If ordinary applied art has a personal stamp, this means that it is incomplete. The artist has not gotten past his mistakes or arrived at the typical solution that is just as ordinary and natural in form as a Yale lock, a fountain pen, a bicycle, a scythe, a shovel. Imagine if a bicycle bore the mark of the artist who had designed it!
— Poul Henningsen (1894-1967), Danish author, architect and critic
“incomplete” is not the word I would use …then again, perhaps if your goal is “ordinary” …
I’ve read this over a few times, and I’m still not 100% sure what the author is talking about.
This idea is referring to typology (in the context of design/architecture/urban planning).
The suggestion is that design is different than art in that in that there is a necessity of function over expressionism and that archetypal forms have evolved because they are the best (simplest?) solution to a problem.
I think the quote is deliberately extremist – the author is trying to make a point.
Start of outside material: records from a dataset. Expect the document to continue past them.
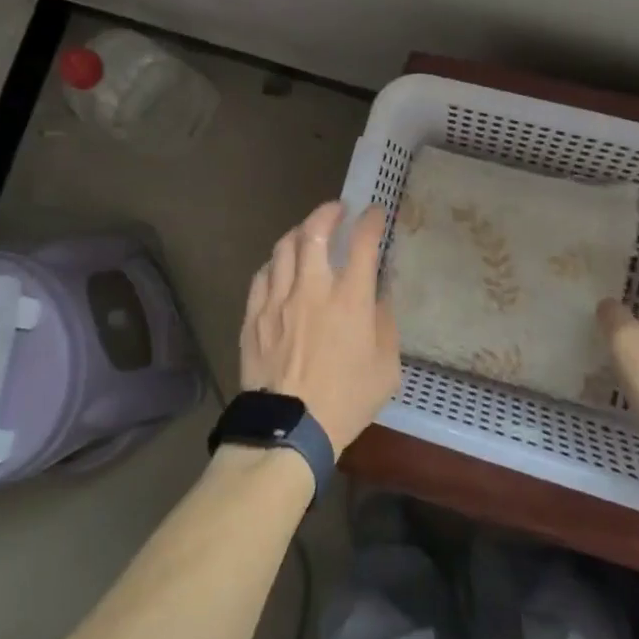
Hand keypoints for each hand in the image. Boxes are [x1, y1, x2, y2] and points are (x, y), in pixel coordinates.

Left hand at [240, 202, 400, 453]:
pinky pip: (262, 276)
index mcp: (349, 299)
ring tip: (307, 233)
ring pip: (283, 248)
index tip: (374, 213)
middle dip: (327, 213)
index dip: (370, 221)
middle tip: (336, 211)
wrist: (289, 428)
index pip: (362, 243)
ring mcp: (277, 300)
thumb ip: (384, 323)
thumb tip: (377, 295)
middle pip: (313, 232)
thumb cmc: (346, 400)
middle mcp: (311, 289)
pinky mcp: (253, 316)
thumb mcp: (385, 367)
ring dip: (299, 233)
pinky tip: (280, 267)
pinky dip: (275, 263)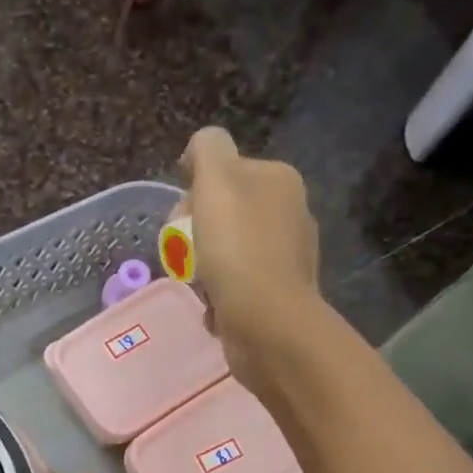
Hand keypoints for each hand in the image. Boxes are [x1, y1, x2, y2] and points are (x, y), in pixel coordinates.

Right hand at [178, 127, 321, 394]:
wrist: (267, 323)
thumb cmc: (237, 249)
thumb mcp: (216, 181)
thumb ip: (206, 150)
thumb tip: (198, 152)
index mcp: (279, 180)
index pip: (222, 174)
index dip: (193, 196)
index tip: (182, 221)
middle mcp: (289, 213)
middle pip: (222, 215)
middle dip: (195, 236)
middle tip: (187, 258)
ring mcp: (286, 258)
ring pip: (226, 254)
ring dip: (204, 271)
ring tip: (199, 287)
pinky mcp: (278, 296)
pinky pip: (236, 289)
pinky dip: (219, 299)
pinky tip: (213, 309)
Maybe ironically Henningsen was responsible for some seminal works of modern expressionist industrial design, including the beautiful Artichoke Lamp.
http://en.m.wikipedia.org/wiki/PH_Artichoke
Please excuse the typo… the double “in that”…
Good explanation, typology is something I’ve had a concept of for a long time but without realising that it had a name.
I don’t think it’s quite accurate to characterize that quote or the attitude of the time as entirely rejecting expression in the applied arts.
It’s obviously impossible to discuss such a complicated subject in this format without resorting to very broad generalizations, but the Symbolist and Expressionist movements that had swept Europe in the previous couple of generation were primarily concerned with self-expression.
A confluence of sorts between the impact of the Art Nouveau movement and the symbolist movements also resulted in a lot of decorative art with strong nationalist tendencies.
In the post WWI environment, nationalist references were suspect. Symbolism etc. was old fashioned and the socialist tendencies of many artists and designers had them reject classical motifs which had largely been associated with the aristocracy.
What was allowable to those embracing a new approach was the expression of some sort of scientific or otherwise “objective” truth in both the pure and the applied arts. See “New Objectivity” or “Neue Sachlichkeit” for example.
I don’t know where to dig them up right now, but I’ve seen design drawings for The Artichoke Lamp and the reflectors on that and similar lamps are arranged to act both as diffusers and parabolic reflectors with the bulb at the focus of the parabolas. The form is expressive of the mathematic basis of its design and its rationally defined purpose which is to direct light in a particular way. To contrast, Tiffany for example, was not concerned with that in his lamps and certainly didn’t express it in any way if he was.
The plant reference “artichoke” may well have been inspired by Karl Blossfeld.
The plant never lapses into mere arid functionalism; it fashions and shapes according to logic and suitability, and with it primeval force compels everything to attain the highest artistic form. ~Karl Blossfeld
http://27.media.tumblr.com/eccyDRiHWkarvaljOKAaQgGVo1_400.jpg
For anyone who puts no faith in Henningsen, I believe “The Bourgeois Woodworker” is still available…
I wasn’t aware of an article or book by Henningsen entitled The Bourgeois Woodworker.
I’m not, either. Nor would I expect him to have such a book. What I was saying is if you like to make common, ordinary things, if you reject what Henningsen has to say on the subject, then you can start up a blog and call it The Bourgeois Woodworker (i.e. a woodworker who likes to make common things).
Oh.
Well, it seems you’ve missed Hennigsen’s point. Henningsen is saying that if the applied art (ie. design) has a personal stamp, then the design is incomplete.
This is why I suggested that it’s possibly ironic that he is known for his expressionistic designs, despite espousing in his writing a striving for typological forms.
Yup. You have it exactly correct.
Ah, I see.
Well… there’s a reason why modern art was my worst period in Art History.
And now I want to write a blog on making bird houses…
But birdhouses of what typology?
I am going to contemplate this quote as I ride my old Gary Fisher bike down to the 7-Eleven.
Chris, have you read any E. F. Schumacher? He’s worth a look, if not. Maybe only tangentially related to Henningsen/F.O.N./things like the Nakashima quotation from a month or so ago, but he casts an interesting light on some of these questions.
whatever
I’m with you Randy.
Seems to me just about every Yale lock I ever saw had its new boldly spelled out on it somewhere.
Typos abound today. Should read: name, not new.
I like that desk
The iconic shovel in the USA was the Ames #2, the maker’s name was stamped right on it.
The quote mentions the designer. Not the maker.